→ **SUPPLIED INFORMATION**
----------------
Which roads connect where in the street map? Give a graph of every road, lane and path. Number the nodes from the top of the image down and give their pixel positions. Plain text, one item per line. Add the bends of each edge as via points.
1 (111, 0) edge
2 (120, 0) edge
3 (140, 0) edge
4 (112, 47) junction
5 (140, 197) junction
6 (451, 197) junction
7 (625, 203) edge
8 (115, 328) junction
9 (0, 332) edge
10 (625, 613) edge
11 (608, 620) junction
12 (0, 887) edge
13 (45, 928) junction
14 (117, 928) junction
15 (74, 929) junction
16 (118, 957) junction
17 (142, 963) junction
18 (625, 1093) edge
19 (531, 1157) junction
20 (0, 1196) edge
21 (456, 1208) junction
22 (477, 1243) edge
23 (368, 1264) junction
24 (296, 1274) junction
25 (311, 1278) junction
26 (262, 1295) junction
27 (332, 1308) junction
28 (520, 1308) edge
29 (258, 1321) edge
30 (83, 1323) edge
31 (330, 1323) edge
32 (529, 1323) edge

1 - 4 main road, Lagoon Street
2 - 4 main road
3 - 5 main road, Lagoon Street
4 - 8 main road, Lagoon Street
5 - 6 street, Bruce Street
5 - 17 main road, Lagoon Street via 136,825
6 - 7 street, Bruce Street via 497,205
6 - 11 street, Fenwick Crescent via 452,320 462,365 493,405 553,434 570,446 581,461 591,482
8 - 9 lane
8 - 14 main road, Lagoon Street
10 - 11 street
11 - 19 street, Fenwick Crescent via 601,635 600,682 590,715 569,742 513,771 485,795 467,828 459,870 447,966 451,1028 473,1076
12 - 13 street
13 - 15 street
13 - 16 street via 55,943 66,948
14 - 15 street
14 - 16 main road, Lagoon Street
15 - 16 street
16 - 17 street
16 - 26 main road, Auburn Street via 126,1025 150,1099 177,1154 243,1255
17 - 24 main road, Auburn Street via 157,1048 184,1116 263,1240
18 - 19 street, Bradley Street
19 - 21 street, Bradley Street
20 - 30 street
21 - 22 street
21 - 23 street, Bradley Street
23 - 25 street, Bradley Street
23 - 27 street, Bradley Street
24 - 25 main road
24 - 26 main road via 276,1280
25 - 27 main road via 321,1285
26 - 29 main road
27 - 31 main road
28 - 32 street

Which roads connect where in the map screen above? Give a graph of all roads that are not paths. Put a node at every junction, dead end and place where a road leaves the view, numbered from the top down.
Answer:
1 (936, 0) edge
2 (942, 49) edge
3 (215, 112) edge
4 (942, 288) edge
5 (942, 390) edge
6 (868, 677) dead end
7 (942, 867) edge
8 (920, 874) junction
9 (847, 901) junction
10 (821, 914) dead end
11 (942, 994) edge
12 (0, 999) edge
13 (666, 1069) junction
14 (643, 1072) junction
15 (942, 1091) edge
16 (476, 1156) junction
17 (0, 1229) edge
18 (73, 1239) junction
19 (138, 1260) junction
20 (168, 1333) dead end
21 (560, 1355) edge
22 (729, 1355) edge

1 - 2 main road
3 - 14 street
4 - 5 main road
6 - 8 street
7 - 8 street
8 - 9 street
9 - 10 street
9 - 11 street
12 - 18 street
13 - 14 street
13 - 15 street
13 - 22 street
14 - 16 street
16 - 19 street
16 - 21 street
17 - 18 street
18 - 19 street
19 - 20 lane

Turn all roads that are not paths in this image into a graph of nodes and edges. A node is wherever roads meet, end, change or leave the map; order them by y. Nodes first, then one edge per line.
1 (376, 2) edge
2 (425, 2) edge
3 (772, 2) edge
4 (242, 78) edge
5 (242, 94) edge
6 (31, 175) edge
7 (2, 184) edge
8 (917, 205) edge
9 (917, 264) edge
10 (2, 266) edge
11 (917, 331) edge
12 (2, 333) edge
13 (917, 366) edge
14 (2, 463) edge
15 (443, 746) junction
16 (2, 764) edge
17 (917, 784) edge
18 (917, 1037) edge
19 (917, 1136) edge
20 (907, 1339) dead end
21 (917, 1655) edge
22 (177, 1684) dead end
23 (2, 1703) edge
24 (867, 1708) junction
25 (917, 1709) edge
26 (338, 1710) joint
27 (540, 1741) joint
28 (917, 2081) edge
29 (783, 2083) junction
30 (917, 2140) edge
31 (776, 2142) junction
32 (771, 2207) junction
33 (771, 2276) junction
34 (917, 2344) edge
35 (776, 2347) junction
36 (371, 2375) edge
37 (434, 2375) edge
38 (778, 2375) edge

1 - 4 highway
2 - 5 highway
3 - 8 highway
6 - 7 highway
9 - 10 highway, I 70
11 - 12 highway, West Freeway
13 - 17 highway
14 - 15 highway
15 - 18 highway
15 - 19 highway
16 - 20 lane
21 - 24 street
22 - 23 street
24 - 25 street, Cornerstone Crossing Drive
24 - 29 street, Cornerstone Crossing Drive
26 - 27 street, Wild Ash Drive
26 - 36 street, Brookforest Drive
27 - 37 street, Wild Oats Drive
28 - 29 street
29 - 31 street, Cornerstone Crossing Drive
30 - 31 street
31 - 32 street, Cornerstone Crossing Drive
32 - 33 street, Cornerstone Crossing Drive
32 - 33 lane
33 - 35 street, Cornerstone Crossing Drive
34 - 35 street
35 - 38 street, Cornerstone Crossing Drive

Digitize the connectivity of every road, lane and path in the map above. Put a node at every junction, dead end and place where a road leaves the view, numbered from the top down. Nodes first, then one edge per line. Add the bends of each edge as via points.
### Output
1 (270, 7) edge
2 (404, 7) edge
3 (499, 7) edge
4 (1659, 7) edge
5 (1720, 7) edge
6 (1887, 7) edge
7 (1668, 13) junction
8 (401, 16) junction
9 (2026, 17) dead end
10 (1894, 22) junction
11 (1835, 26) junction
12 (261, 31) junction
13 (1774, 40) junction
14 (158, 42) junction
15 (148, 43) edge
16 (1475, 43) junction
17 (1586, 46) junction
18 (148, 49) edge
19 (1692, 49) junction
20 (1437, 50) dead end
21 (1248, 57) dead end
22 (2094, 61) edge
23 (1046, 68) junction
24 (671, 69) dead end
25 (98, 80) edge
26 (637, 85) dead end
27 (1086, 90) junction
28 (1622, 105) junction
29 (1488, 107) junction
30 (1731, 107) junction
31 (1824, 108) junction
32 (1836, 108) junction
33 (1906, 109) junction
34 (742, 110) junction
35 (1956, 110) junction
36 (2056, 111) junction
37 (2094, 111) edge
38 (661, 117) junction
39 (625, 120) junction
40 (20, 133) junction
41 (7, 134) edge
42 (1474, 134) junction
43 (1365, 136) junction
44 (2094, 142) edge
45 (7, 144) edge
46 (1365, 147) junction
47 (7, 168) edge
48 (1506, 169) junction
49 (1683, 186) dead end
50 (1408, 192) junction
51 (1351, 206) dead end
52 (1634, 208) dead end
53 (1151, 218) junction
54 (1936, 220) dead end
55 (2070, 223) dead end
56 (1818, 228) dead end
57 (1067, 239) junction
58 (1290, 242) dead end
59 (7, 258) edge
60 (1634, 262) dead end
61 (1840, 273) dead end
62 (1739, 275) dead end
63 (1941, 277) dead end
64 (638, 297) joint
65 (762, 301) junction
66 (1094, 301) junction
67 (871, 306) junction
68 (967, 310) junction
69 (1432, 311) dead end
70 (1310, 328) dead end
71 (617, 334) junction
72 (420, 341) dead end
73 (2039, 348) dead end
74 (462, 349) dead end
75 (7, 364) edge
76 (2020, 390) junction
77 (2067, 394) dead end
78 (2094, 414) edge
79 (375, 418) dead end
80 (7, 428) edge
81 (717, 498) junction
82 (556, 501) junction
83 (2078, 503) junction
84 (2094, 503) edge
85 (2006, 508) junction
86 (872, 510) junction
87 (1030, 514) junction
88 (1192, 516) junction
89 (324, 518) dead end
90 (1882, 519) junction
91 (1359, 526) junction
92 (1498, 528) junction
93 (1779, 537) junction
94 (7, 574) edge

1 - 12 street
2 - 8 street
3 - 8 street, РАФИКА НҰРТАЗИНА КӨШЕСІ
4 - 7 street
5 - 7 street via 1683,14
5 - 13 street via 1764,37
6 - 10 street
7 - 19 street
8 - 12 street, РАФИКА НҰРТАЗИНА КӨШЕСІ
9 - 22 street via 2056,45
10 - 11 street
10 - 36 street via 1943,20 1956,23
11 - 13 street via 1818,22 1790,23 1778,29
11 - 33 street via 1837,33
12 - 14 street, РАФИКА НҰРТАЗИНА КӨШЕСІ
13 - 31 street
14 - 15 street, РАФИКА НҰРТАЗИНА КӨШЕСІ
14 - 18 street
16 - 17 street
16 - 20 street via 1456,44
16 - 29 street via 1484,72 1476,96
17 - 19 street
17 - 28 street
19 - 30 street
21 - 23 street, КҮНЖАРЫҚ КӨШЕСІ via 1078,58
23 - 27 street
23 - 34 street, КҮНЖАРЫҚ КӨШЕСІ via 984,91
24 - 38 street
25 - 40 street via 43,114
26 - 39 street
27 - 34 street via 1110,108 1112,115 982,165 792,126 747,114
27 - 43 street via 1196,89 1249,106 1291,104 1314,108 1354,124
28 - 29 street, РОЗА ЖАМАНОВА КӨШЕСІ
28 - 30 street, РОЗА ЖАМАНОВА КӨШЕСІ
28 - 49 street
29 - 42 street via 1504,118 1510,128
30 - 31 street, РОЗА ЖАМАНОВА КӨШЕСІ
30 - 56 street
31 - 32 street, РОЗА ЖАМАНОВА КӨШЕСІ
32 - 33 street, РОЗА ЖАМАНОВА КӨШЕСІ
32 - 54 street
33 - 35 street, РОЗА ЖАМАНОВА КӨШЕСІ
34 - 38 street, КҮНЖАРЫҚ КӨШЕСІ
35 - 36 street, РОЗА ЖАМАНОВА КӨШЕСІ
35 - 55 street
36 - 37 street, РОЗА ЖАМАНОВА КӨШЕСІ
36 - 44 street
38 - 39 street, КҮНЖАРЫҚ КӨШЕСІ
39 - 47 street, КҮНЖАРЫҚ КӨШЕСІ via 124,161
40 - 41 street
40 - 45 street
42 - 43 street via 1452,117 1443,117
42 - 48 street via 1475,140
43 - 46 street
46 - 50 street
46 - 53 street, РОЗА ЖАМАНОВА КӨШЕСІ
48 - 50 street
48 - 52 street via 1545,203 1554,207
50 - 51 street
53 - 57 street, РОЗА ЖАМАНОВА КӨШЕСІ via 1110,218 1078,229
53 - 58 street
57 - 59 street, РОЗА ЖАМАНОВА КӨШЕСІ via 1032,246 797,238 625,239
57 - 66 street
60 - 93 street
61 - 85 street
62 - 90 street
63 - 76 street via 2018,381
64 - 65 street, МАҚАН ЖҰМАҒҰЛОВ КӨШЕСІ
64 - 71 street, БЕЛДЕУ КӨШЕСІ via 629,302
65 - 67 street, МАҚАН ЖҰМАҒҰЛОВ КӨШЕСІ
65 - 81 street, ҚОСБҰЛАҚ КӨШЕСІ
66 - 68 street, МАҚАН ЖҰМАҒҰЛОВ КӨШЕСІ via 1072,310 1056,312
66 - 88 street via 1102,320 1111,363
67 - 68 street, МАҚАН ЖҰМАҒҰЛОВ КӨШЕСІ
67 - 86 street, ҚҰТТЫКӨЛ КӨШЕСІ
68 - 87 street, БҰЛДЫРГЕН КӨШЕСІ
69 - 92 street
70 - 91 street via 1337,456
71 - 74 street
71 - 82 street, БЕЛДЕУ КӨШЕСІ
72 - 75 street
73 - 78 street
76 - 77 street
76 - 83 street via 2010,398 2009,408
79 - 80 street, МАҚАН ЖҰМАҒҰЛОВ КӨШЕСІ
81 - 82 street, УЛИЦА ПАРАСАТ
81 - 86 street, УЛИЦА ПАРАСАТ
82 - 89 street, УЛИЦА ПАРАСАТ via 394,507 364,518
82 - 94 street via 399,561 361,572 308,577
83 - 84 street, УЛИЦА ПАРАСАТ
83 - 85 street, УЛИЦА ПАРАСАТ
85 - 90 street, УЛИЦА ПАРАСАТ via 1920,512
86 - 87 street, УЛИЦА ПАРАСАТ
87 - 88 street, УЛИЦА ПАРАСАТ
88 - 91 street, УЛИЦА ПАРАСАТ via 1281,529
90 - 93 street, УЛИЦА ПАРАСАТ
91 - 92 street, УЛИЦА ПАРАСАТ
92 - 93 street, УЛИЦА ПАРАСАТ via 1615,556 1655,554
----------------
→ **PROBLEM REQUIREMENTS**
What lines in the material above contain the word "РАФИКА"? Copy them out.

→ **COMPLETED TASK**
3 - 8 street, РАФИКА НҰРТАЗИНА КӨШЕСІ
8 - 12 street, РАФИКА НҰРТАЗИНА КӨШЕСІ
12 - 14 street, РАФИКА НҰРТАЗИНА КӨШЕСІ
14 - 15 street, РАФИКА НҰРТАЗИНА КӨШЕСІ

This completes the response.